Ning's Infinite Ambition"
Adam L. Penenberg
Here's something you probably don't know about the Internet: Simply by designing your product the right way, you can build a billion-dollar business from scratch. No advertising or marketing budget, no need for a sales force, and venture capitalists will kill for the chance to throw money at you.
The secret is what's called a "viral expansion loop," a concept little known outside of Silicon Valley (go ahead, Google it -- you won't find much). It's a type of engineering alchemy that, done right, almost guarantees a self-replicating, borglike growth: One user becomes two, then four, eight, to a million and beyond. It's not unlike taking a penny and doubling it daily for 30 days. By the end of a week, you'd have 64 cents; within two weeks, $81.92; by day 30, about $5.4 million.
Viral loops have emerged as perhaps the most significant business accelerant to hit Silicon Valley since the search engine. They power many of the icons of Web 2.0, including Google, PayPal, YouTube, eBay, Facebook, MySpace, Digg, LinkedIn, Twitter, and Flickr. But don't confuse a viral loop with viral advertising or videos such as Saturday Night Live's "Lazy Sunday" or the Mentos-Diet Coke Bellagio fountain. Viral advertising can't be replicated; by definition, a viral loop must be.
If you really want to understand how the dynamic works, there's no better place to look than Ning, a startup in Palo Alto -- located across the street from Facebook and a few clicks down the road from Google -- that was designed specifically to exploit viral loops. The brainchild of former Goldman Sachs investment banker Gina Bianchini and celebrity geek Marc Andreessen, Ning has been growing automagically from the moment it launched its Social Networks for Everything -- a free platform for do-it-yourself social networks -- in February of last year. By June, there were 60,000 Ning nets and by August, 80,000. At year's end, there were 150,000, and today, more than 230,000. About 40% of Ning's social networks originate outside the United States, and members from 176 countries have signed up, with the service already available in several languages, including Chinese, Japanese, Spanish, and Dutch. The company estimates that, at this rate, by New Year's Eve 2010 it will host some 4 million social networks, with tens of millions of members, serving up billions of page views daily.
By New Year's Eve 2010, Ning estimates, it will host some 4 million social networks serving up billions of page views daily.
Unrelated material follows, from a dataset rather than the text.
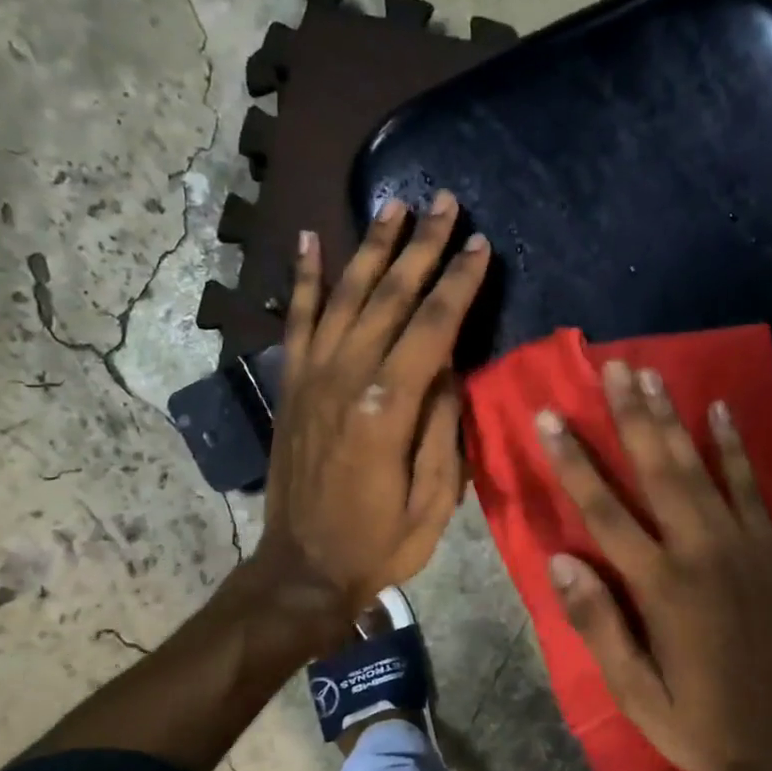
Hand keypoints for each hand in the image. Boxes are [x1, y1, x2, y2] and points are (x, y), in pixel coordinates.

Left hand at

Ning's social networks, where users post comments, questions, photos, and videos, run the gamut from porn to Pez dispensers, motorcycles to motherhood, TV shows to customized cars to Thai kickboxing. Show My Pony is for horse enthusiasts, GAX for gamers, and GYNite for "gay guys and their friends." One of the most popular Ning networks belongs to hip-hop mogul 50 Cent and has 107,000 members and counting. Chris "Broadway" Romero, creative director of new media for Fitty's site, describes it as "an entertainment-industry news/rumor/editorial blog in the vein of TMZ.com, combined with unparalleled access and interaction with the celebrity." Romero uses the site to cast parts for music videos and film projects, and one day, he hopes to release music and video directly to the public, bypassing record companies completely. To Romero, it's nothing less than "a new entertainment platform, period." A single Ning group can, in theory, serve as a platform for an entire business; collectively, the networks represent an ever-expanding commercial universe.
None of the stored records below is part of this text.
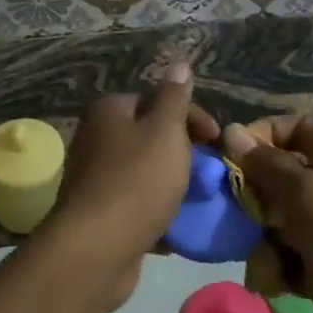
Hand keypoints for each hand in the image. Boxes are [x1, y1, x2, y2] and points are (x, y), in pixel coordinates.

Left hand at [46, 65, 217, 309]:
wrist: (96, 249)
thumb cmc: (136, 181)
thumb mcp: (165, 132)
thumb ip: (175, 98)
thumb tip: (180, 63)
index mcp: (108, 110)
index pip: (156, 101)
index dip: (192, 118)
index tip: (218, 142)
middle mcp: (95, 137)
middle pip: (150, 137)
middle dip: (183, 154)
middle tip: (209, 174)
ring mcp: (94, 177)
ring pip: (144, 173)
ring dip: (171, 186)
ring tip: (195, 201)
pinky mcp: (98, 213)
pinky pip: (135, 205)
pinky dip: (155, 213)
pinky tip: (174, 230)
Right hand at [223, 117, 312, 312]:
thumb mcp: (309, 194)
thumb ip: (265, 166)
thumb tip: (230, 131)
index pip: (286, 130)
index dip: (255, 140)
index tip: (226, 162)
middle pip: (274, 178)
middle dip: (251, 200)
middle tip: (235, 218)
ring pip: (275, 223)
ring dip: (261, 243)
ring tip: (265, 265)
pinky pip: (287, 259)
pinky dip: (276, 270)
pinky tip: (274, 285)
Bianchini, a 35-year-old northern California native, met Andreessen after receiving her MBA from Stanford and launching a software startup that tracked and measured advertising. Andreessen sat on the board of the company, which went under in the dotcom crash; he and Bianchini dated for a spell before becoming friends. Andreessen, of course, had built Netscape and off-loaded it to AOL for $4.2 billion in 1999. Even before he sold his next company, Opsware, an automated network and server company, to HP last year for $1.6 billion, he had begun casting about for his next act. He asked Bianchini to join him, and Ning ("peace" in Chinese), seeded with $15 million of his own money, was born.
They make an exquisitely odd pair: he the gangly 6-foot-4-inch former coder with the huge egg-shaped head, famous for having posed barefoot -- on a throne -- for the cover of Time; she the petite, charismatic woman from working-class roots anointed a "Web 2.0 Hottie" by Valleywag (a fact she concedes only reluctantly). He's the grand visionary, the company chairman whose speech unfurls in sheets of sound; she's the effervescent CEO, a social networker at heart who prefers roaming Ning's hallways to the isolation of working at home. He once won Customer of the Year at Hobee's, a local restaurant chain, for eating there every day for a year; she waitressed at one in high school.
They both use the same expression to describe Ning's business model: "incorporating virality into the functionality of the product." In English, that means Ning grows because each new user begets more users. Every time someone sets up a social network, he has no choice but to invite friends, family, colleagues, and like-minded strangers to sign on as well. The company calculates that each person signed up for a Ning group is worth, on average, 2 people, compounded daily: On day two, that individual brings in 4 group members and on day three, 8; within a week, she has brought in 128 people. Which is how Ning has been able to grow at a daily average of more than .4% and add 500 new groups a day, doubling roughly every 137 days. "It's the power of compounding, predictable growth rates," Bianchini says.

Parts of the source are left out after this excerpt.